Пока шли, разглядел, как какой-то пароход сократил дистанцию, несколько раз пальнул из орудий, получил ответ из форта и отошёл в море. Ещё недавно Саша замер бы на месте, наблюдая такую картину, а теперь, после увиденного на бастионах, лишь несколько раз задерживался, поворачивая голову.
– Со всех сторон давят, покоя не дают, – сказал Данилыч.
* * *
Основной госпиталь был на Северной стороне («И ей в последние дни достаётся», – заметил Данилыч). На другую сторону перевёз их за две копейки мальчишка на ялике. «Как хорошо в лодке, когда тебе не надо грести», – эта мысль родилась даже не в голове Саши, а в ладонях.
В самом госпитале было куда страшнее, чем на бастионе, – раненых подвозили постоянно: солдат, моряков, обычных жителей, не уберёгшихся от бомбы. Саша едва ли не на улице услышал крики. «Оперируют не всех с эфиром», – сказал Данилыч. Уже в госпитале добавились стоны и страшный запах человеческого несчастья.
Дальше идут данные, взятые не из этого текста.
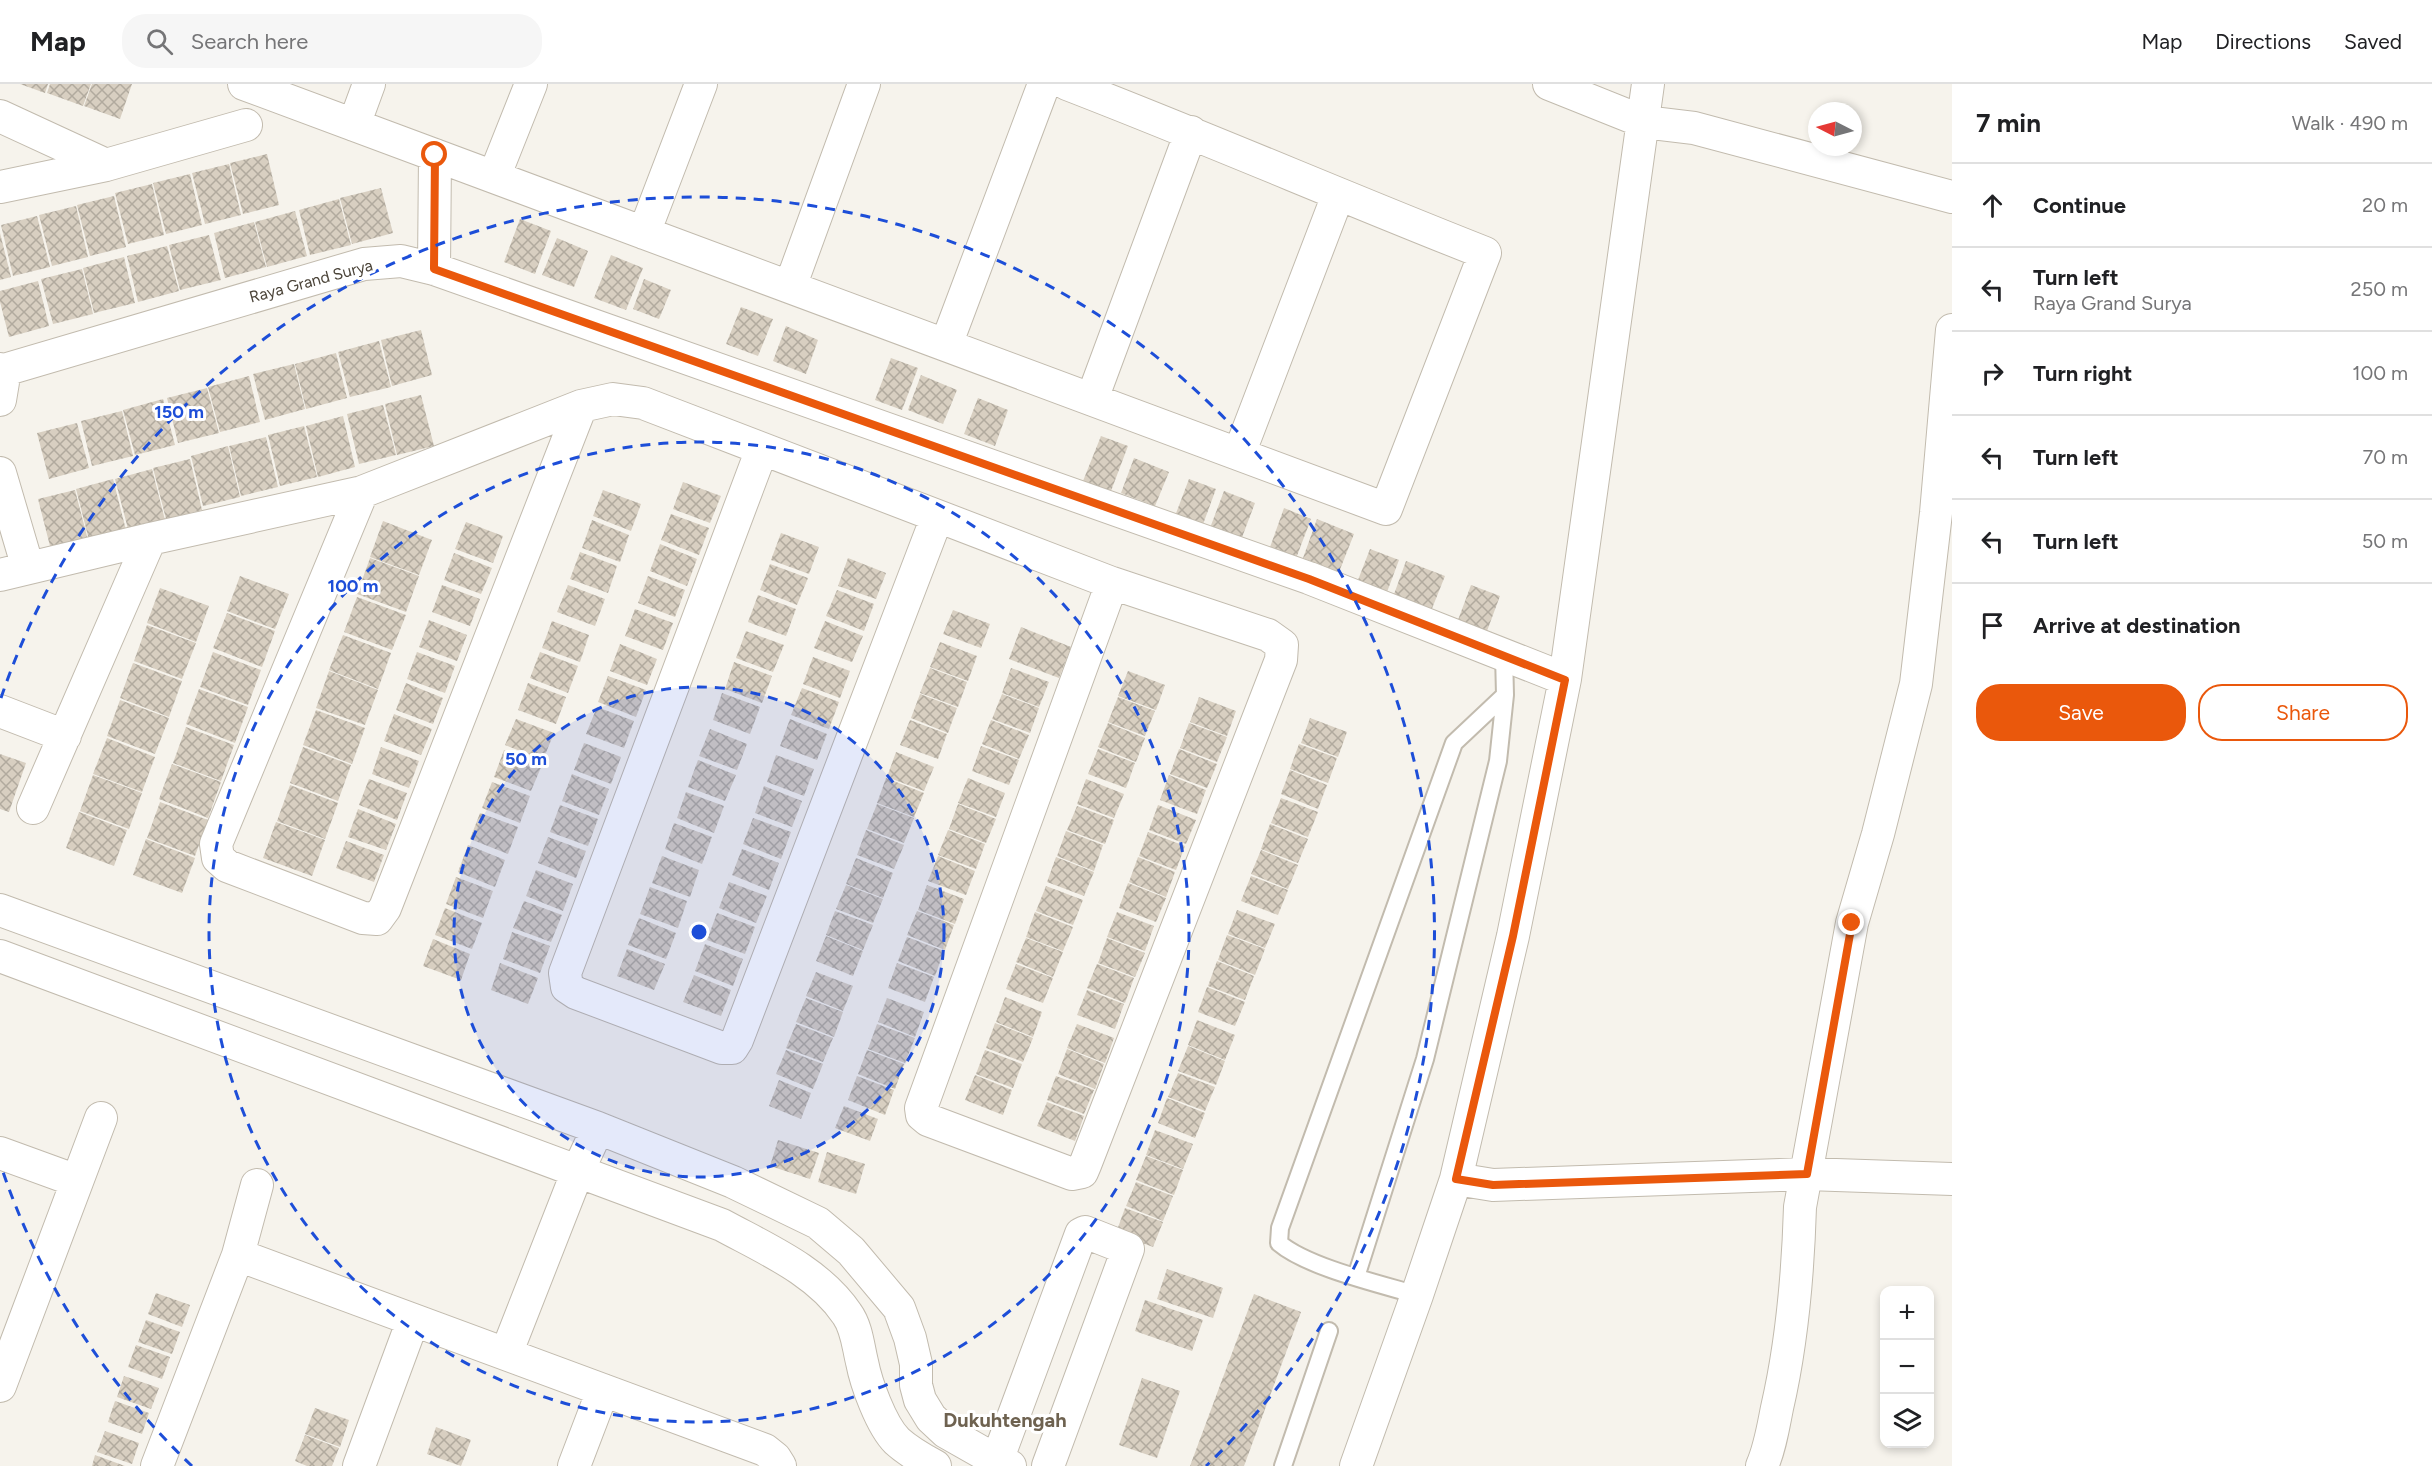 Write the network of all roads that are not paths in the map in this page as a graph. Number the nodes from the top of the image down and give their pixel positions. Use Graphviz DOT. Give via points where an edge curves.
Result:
graph roads {
  1 [pos="244,84"];
  2 [pos="369,84"];
  3 [pos="531,84"];
  4 [pos="701,84"];
  5 [pos="864,84"];
  6 [pos="1044,84"];
  7 [pos="1067,84"];
  8 [pos="1549,84"];
  9 [pos="1647,84"];
  10 [pos="0,116"];
  11 [pos="1654,123"];
  12 [pos="246,125"];
  13 [pos="354,125"];
  14 [pos="1191,132"];
  15 [pos="435,155"];
  16 [pos="106,165"];
  17 [pos="494,177"];
  18 [pos="0,188"];
  19 [pos="1338,195"];
  20 [pos="1952,197"];
  21 [pos="644,233"];
  22 [pos="434,269"];
  23 [pos="790,287"];
  24 [pos="1952,330"];
  25 [pos="946,345"];
  26 [pos="0,380"];
  27 [pos="1092,399"];
  28 [pos="581,406"];
  29 [pos="762,448"];
  30 [pos="1239,454"];
  31 [pos="0,473"];
  32 [pos="362,492"];
  33 [pos="937,517"];
  34 [pos="150,539"];
  35 [pos="7,572"];
  36 [pos="1112,583"];
  37 [pos="1504,654"];
  38 [pos="1565,680"];
  39 [pos="1505,695"];
  40 [pos="0,711"];
  41 [pos="65,736"];
  42 [pos="33,808"];
  43 [pos="0,910"];
  44 [pos="0,956"];
  45 [pos="101,1118"];
  46 [pos="598,1128"];
  47 [pos="0,1153"];
  48 [pos="577,1173"];
  49 [pos="1807,1174"];
  50 [pos="1456,1179"];
  51 [pos="1952,1179"];
  52 [pos="77,1181"];
  53 [pos="257,1185"];
  54 [pos="238,1255"];
  55 [pos="1356,1277"];
  56 [pos="1417,1295"];
  57 [pos="413,1320"];
  58 [pos="1329,1331"];
  59 [pos="506,1354"];
  60 [pos="0,1386"];
  61 [pos="603,1390"];
  62 [pos="1001,1464"];
  63 [pos="157,1466"];
  64 [pos="359,1466"];
  65 [pos="574,1466"];
  66 [pos="780,1466"];
  67 [pos="935,1466"];
  68 [pos="1048,1466"];
  69 [pos="1283,1466"];
  70 [pos="1356,1466"];
  71 [pos="1762,1466"];
  1 -- 13 [label="street"];
  2 -- 13 [label="street"];
  3 -- 17 [label="street"];
  4 -- 21 [label="street"];
  5 -- 23 [label="street"];
  6 -- 25 [label="street"];
  7 -- 14 [label="street"];
  8 -- 11 [label="street"];
  9 -- 11 [label="street"];
  10 -- 16 [label="street"];
  11 -- 20 [label="street" via="1694,128"];
  11 -- 38 [label="street"];
  12 -- 16 [label="street"];
  13 -- 15 [label="street"];
  14 -- 19 [label="street"];
  14 -- 27 [label="street"];
  15 -- 17 [label="street"];
  15 -- 22 [label="street"];
  16 -- 18 [label="street"];
  17 -- 21 [label="street"];
  19 -- 30 [label="street"];
  19 -- 30 [label="street" via="1485,253 1386,509"];
  21 -- 23 [label="street"];
  22 -- 26 [label="street, Raya Grand Surya" via="401,261 364,264"];
  22 -- 37 [label="street, Raya Grand Surya" via="1298,574"];
  23 -- 25 [label="street"];
  24 -- 49 [label="street" via="1916,684 1852,923"];
  25 -- 27 [label="street"];
  27 -- 30 [label="street"];
  28 -- 29 [label="street" via="613,399 643,404"];
  28 -- 32 [label="street"];
  28 -- 32 [label="street" via="385,908 377,919 363,918 227,866 218,858 216,844"];
  29 -- 33 [label="street"];
  29 -- 33 [label="street" via="565,973 567,987 576,993 722,1048 732,1048"];
  31 -- 35 [label="street"];
  32 -- 34 [label="street"];
  33 -- 36 [label="street"];
  34 -- 35 [label="street"];
  34 -- 41 [label="street"];
  36 -- 36 [label="street" via="1268,635 1281,645 1281,660 1085,1165 1082,1172 1072,1174 928,1120 921,1108"];
  37 -- 38 [label="street, Raya Grand Surya"];
  37 -- 39 [label="lane"];
  38 -- 50 [label="street" via="1513,936"];
  39 -- 55 [label="lane" via="1498,761 1425,1059"];
  39 -- 55 [label="lane" via="1454,743 1280,1228 1279,1243 1291,1254"];
  40 -- 41 [label="street"];
  41 -- 42 [label="street"];
  43 -- 46 [label="street"];
  44 -- 48 [label="street"];
  45 -- 52 [label="street"];
  46 -- 48 [label="street"];
  46 -- 62 [label="street" via="733,1182 818,1222 851,1251 899,1308 916,1364 920,1400 931,1418 946,1432"];
  47 -- 52 [label="street"];
  48 -- 59 [label="street"];
  48 -- 67 [label="street" via="722,1225 793,1264 826,1289 849,1315 881,1416 896,1440"];
  49 -- 50 [label="street" via="1493,1185"];
  49 -- 51 [label="street"];
  49 -- 71 [label="street" via="1800,1206 1784,1375"];
  50 -- 56 [label="street"];
  52 -- 60 [label="street"];
  53 -- 54 [label="street"];
  54 -- 57 [label="street"];
  54 -- 63 [label="street"];
  55 -- 56 [label="lane"];
  56 -- 70 [label="street"];
  57 -- 59 [label="street"];
  57 -- 64 [label="street"];
  58 -- 69 [label="lane"];
  59 -- 61 [label="street"];
  61 -- 65 [label="street"];
  61 -- 66 [label="street" via="765,1450"];
  62 -- 68 [label="street" via="1081,1234 1085,1232 1128,1249"];
}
Нет, лучше час под огнём, чем здесь пять минут!
Если бы не Данилыч, уверенно проходивший через этот ад, Саша тут растерялся бы и заблудился. А так он спокойно шёл за своим спутником, стараясь не отставать и не гадать, будет ли жить человек без обеих ног, которого на его глазах вынесли из операционной.
Ещё Саша заметил, что госпиталь, со своими звуками, наверное, единственное место в Севастополе, где не слышен обстрел.
Чуть-чуть успокаивал вид госпитальных работников: хирургов, санитаров, медсестёр – в отличие от британского госпиталя, Саша заметил их не меньше десяти. Большинство служителей узнавали Данилыча, здоровались, улыбались, благодарили, что не притащил раненого француза или британца – слишком много работы.